I first visited the Harzquerbahn in 1973 when it was 100% steam.
Before I went I had to pre book hotel accommodation in the towns I wished to visit through an East German travel agency in London called Berolina Travel.
Normally westerners were put up in large Inter-hotels in big cities but I managed to get in what was basically a pub in Wernigerode. The main attraction today, the Brockenbahn, was then severed by the border and trains ran only as far as Schierke on the border.
They wouldn't sell me ticket to there though because I hadn't got the right papers. I did travel to Nordhausen and back keeping my camera well out of sight when we passed close to the barbed wire south of Drei Annan Hohne.

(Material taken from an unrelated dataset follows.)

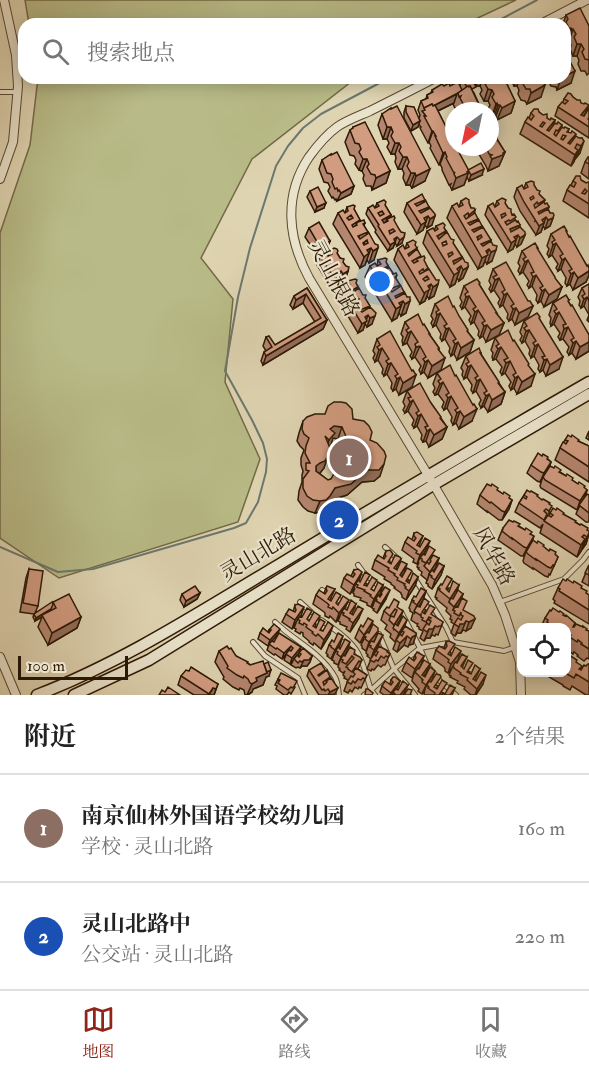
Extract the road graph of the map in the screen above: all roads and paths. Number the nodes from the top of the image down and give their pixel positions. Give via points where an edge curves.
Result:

I gather, from a report made in Communist times, that the Brockenbahn was actually all in East Germany; but ran close by, and right to, the border. The Brocken summit was just within East Germany; on it was a military installation concerned with radar etc, manned by Soviet troops. Public rail services ran along the branch as far as Schierke: beyond and to the summit, there was military traffic only. Only people living in the immediate vicinity, were allowed to travel Drei Annen Hohne -- Schierke.
I also visited the Selketalbahn which then had not yet been reconnected to the Harzbahn. It also started at Gernrode not Quedlingburg as it does today. Traffic here was largely in the hands of the six 0-4-4-0 mallets 99.5901-5906 which were more interesting than the large 2-10-2 tanks on the Harz.
I did return to the GDR in 1985 when the line had been extended to Stiege and have visited it several times since the Berlin Wall collapsed.
The extension to Stiege, by the way, was built to facilitate the running of coal trains from Nordhausen to a newly built power station at Silberhutte. Doubleheaded 2-10-2 tanks could be seen on these.
During my 1973 trip to the GDR I visited a number of other narrow gauge lines, most, but not all, of which still exist today. When I returned home my parents were pleased to see me as they thought I was going to get arrested and/or shot over there.
I never had any problems photographing trains in the GDR, except in the border areas, unlike when I was in Czechoslovakia.
I envy your described travels -- I've rather missed out on the eastern German narrow gauge, of which I've done only the Harz system, on two separate visits; and the 750mm line Freital-Hainsberg -- Kurort Kipsdorf (had to forfeit the uppermost few kilometres of that one). I would have loved to experience the 600mm gauge around Friedland, about 150 km north of Berlin. In GDR days there remained only a couple of lines of this system, which had formerly been intricate and much more extensive; post-1945, the majority of it was dismantled, and track and stock sent to the Soviet Union. The surviving couple of lines were abandoned about 1970.